Uptime and Freshness
Oracle feeds must update frequently enough that the price used by the protocol reflects current market conditions. A stale price — one that hasn’t updated for minutes during a volatile market — can cause the protocol to value collateral at an outdated price, delaying necessary liquidations. The assessment evaluates:- Update frequency: How often does each provider push new prices? Sub-second (Pyth pull-based) vs. heartbeat-based (Chainlink at fixed intervals)?
- Historical uptime: Has the feed experienced outages? How long were they? What was the market impact?

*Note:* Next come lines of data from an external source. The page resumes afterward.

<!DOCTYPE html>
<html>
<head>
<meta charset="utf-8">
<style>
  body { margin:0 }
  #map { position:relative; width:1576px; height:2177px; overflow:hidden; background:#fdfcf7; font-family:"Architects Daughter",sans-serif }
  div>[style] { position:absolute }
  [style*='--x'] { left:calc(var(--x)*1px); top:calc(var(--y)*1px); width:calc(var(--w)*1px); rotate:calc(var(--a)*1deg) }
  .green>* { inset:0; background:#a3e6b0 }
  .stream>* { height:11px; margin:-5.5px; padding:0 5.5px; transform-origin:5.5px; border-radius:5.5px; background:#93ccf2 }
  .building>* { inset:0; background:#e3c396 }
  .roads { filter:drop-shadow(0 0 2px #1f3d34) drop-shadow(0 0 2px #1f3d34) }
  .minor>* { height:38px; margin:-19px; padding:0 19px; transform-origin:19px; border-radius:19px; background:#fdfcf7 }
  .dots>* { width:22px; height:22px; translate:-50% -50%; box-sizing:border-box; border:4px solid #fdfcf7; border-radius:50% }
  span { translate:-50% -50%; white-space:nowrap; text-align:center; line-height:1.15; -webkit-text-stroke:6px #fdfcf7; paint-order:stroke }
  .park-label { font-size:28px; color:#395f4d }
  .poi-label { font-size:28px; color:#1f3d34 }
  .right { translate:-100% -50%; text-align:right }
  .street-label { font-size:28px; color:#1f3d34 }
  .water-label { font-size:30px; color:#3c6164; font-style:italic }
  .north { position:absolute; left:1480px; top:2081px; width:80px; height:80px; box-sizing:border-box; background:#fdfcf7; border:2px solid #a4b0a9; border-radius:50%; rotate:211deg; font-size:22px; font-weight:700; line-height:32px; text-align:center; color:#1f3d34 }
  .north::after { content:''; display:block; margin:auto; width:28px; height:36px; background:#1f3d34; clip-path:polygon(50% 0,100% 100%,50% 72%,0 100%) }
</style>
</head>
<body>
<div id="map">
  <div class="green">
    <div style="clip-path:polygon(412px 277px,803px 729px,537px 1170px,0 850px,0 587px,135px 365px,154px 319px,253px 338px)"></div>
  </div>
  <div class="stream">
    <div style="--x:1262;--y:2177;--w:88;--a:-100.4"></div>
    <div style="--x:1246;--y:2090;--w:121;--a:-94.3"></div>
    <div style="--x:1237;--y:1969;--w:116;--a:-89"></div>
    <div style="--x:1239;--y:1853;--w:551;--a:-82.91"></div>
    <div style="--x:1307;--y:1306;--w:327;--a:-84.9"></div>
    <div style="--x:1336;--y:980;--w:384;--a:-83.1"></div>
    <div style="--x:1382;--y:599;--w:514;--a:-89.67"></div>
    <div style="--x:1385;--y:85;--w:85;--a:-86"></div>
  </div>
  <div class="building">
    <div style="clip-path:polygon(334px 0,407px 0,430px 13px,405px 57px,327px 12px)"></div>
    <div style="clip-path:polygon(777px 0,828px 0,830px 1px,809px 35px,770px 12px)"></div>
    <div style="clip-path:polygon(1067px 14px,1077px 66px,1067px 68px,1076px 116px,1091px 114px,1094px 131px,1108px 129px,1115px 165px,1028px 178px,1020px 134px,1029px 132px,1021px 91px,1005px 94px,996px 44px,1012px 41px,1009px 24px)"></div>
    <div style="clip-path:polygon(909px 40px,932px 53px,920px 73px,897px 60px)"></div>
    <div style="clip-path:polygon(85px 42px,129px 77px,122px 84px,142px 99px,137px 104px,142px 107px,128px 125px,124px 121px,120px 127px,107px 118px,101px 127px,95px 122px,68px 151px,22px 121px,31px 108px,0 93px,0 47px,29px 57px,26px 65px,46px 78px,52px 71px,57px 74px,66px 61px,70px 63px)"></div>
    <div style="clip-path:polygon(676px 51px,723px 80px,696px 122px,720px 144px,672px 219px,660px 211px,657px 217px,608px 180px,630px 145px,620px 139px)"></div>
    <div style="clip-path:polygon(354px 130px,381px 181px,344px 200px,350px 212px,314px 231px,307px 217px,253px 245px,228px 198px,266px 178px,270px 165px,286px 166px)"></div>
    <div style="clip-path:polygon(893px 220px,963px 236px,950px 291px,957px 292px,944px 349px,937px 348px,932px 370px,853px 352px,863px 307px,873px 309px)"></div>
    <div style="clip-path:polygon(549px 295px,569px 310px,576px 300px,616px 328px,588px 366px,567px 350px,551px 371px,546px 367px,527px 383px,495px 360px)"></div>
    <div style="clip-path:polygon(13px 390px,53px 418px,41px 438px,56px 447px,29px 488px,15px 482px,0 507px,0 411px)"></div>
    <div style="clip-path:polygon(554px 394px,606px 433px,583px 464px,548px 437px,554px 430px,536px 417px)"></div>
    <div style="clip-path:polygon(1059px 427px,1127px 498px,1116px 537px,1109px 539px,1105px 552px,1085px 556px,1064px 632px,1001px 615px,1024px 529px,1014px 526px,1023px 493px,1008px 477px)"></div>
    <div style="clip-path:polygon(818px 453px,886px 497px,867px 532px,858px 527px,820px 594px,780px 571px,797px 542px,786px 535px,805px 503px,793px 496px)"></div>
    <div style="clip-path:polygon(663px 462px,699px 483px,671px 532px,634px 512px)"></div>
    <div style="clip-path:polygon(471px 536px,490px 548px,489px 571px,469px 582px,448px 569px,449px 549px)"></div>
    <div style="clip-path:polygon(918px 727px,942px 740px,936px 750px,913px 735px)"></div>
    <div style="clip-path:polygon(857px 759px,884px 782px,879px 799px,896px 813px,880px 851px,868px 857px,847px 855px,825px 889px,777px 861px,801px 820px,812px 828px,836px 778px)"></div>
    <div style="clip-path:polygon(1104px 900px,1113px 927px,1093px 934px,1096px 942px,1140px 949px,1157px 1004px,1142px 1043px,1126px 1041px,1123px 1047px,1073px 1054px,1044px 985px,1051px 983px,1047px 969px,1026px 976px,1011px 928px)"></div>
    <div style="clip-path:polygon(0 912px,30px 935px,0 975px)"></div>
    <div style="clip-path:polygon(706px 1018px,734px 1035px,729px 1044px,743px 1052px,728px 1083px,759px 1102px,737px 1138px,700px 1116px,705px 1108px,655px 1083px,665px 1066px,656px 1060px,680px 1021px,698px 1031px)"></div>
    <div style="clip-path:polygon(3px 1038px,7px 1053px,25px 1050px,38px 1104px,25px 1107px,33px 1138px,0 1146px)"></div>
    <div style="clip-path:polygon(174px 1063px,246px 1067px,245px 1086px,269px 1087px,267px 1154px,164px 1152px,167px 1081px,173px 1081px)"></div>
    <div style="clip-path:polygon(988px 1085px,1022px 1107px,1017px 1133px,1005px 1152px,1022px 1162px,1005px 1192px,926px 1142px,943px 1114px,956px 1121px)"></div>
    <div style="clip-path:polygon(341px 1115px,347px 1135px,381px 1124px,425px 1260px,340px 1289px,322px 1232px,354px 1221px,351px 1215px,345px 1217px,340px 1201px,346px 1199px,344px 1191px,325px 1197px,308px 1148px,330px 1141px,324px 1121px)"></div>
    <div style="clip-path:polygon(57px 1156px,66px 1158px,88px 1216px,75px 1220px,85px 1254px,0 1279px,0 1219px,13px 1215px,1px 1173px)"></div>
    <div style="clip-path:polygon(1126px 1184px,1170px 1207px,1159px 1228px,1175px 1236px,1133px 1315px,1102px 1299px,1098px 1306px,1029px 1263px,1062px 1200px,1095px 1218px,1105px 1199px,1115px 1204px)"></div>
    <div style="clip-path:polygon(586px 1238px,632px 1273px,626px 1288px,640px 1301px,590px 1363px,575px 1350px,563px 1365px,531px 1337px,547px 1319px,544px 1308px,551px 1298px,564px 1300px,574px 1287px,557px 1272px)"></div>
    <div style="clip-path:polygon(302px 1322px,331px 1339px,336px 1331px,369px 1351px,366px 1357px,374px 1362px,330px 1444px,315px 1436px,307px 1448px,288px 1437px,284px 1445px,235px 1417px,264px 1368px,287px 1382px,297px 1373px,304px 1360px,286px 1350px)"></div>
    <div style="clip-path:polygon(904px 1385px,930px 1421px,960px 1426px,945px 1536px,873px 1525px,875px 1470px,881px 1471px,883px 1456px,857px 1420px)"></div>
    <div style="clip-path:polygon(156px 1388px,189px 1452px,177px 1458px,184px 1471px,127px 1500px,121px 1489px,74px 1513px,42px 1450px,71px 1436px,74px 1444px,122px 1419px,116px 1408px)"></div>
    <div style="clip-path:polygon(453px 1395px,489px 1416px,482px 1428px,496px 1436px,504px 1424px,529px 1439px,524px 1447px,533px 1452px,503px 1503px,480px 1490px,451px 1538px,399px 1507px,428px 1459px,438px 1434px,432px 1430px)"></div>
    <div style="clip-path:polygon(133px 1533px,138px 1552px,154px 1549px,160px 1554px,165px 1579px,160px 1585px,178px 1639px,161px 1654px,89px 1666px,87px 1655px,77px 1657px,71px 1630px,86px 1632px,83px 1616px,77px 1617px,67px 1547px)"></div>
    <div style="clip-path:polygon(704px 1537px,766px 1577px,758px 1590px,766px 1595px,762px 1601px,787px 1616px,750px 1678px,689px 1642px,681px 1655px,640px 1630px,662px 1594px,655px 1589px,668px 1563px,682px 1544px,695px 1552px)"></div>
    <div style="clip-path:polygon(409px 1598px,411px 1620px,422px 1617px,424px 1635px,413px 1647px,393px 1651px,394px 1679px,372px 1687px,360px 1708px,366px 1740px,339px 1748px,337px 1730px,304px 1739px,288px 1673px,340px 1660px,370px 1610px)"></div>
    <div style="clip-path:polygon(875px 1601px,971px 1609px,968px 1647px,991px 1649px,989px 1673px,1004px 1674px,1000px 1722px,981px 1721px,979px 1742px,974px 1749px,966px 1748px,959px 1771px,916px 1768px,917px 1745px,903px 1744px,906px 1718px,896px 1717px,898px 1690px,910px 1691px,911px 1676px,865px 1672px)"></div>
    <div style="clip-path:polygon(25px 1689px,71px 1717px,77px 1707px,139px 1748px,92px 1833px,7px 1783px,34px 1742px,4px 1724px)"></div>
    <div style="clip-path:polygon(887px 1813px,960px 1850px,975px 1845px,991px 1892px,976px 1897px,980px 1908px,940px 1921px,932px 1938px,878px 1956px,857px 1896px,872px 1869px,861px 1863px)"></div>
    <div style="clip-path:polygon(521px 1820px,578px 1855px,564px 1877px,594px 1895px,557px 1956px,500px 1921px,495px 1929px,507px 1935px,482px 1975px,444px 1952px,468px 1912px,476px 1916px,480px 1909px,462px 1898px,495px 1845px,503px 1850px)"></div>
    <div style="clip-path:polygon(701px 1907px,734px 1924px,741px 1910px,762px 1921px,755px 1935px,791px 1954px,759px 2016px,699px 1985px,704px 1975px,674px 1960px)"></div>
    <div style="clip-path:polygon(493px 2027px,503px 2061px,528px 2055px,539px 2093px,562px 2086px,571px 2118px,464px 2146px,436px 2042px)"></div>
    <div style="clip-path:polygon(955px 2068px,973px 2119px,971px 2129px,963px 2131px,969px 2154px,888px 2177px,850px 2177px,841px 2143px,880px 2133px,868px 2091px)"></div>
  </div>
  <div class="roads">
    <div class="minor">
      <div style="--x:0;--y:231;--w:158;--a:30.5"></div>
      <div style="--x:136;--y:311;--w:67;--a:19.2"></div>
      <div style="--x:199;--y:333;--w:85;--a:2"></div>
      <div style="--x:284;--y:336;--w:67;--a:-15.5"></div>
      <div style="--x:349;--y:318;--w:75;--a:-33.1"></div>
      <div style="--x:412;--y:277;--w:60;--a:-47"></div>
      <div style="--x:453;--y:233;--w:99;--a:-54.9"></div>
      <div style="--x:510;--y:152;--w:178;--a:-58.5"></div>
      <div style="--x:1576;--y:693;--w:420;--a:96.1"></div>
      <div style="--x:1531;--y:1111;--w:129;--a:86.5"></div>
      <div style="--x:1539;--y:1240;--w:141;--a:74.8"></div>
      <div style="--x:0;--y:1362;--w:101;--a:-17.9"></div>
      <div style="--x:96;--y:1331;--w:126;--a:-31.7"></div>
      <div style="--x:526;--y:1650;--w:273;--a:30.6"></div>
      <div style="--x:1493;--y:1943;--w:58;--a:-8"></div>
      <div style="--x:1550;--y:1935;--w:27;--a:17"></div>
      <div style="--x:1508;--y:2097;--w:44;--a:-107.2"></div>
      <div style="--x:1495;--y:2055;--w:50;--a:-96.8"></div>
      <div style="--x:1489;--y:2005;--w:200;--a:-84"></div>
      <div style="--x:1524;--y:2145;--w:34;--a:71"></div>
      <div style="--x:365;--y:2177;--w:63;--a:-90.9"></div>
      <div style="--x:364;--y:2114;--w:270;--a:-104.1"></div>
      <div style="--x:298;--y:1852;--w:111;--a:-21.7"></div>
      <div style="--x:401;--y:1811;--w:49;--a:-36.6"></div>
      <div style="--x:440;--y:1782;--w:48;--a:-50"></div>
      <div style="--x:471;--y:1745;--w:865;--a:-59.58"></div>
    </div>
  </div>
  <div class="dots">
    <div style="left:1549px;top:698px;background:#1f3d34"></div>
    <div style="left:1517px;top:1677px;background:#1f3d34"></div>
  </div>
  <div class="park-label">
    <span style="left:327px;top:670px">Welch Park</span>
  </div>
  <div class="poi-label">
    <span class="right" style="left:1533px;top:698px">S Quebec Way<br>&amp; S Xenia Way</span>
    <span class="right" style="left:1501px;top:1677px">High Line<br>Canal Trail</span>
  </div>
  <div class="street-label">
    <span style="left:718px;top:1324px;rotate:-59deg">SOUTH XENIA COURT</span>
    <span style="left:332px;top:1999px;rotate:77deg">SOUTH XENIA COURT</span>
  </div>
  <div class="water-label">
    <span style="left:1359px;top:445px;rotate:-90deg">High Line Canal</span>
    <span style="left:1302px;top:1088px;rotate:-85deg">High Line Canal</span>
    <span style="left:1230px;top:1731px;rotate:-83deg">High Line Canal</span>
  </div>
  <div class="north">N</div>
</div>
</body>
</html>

- Staleness thresholds: Scope enforces staleness checks — if a feed hasn’t updated within a configured interval, it’s flagged and alternatives are used.
Historical Accuracy
The assessment reviews whether the oracle has historically reported prices that align with actual market conditions. Persistent deviation between oracle-reported prices and verifiable market prices indicates feed quality issues. Cross-provider deviation is particularly informative: if Provider A consistently reports prices 0.5% different from Providers B and C, that pattern indicates a systematic issue with Provider A’s data sources or aggregation methodology.How Kamino Mitigates Oracle Pricing Risk
Beyond the assessment, Kamino’s oracle infrastructure applies several layers of protection to every price feed:Heuristic Validation Rules
Scope applies pre-validation rules before accepting any price update. These rules check for obvious anomalies — prices that are orders of magnitude different from the previous update, negative prices, or updates that arrive out of sequence.TWAP and EWMA Smoothing
Time Weighted Average Price and Exponentially Weighted Moving Average smoothing filters out short-term manipulation. Even if a single price update is manipulated (e.g., via a flash loan), the smoothed price barely moves because the manipulated datapoint is diluted across the time window.Price Bands for Pegged Assets
Stable and pegged assets have price bands — if the reported price falls outside the expected range (e.g., USDC outside ±1% of $1.00), it is rejected outright. This prevents flash crash exploits and feed malfunctions from affecting protocol operations.Multi-Provider Cross-Referencing
Scope cross-references prices from all available providers for each asset. If one provider reports a price that deviates significantly from the consensus, the anomalous feed is deprioritized and the protocol uses the validated price from other providers.How Oracle Risk Maps to Parameters
Assets with higher oracle pricing risk receive more conservative protocol parameters:| Oracle Quality | Typical Parameters |
|---|---|
| High (4+ providers, decentralized networks, sub-second freshness) | Higher Max LTV, lower borrow factor, general asset eligibility |
| Medium (2-3 providers, mixed feed types) | Moderate Max LTV, moderate borrow factor |
| Low (1 provider, centralized, limited history) | Lower Max LTV, higher borrow factor, potential isolation mode |
Ongoing Monitoring
Oracle quality is not static. Providers add and remove feeds, update frequencies change, and new providers enter the market. The risk framework continuously monitors:- Provider availability per asset (are all expected feeds active?)
- Feed freshness (are updates arriving on schedule?)
- Cross-provider deviation (are providers in agreement?)
- Staleness events (how often do feeds go stale, and for how long?)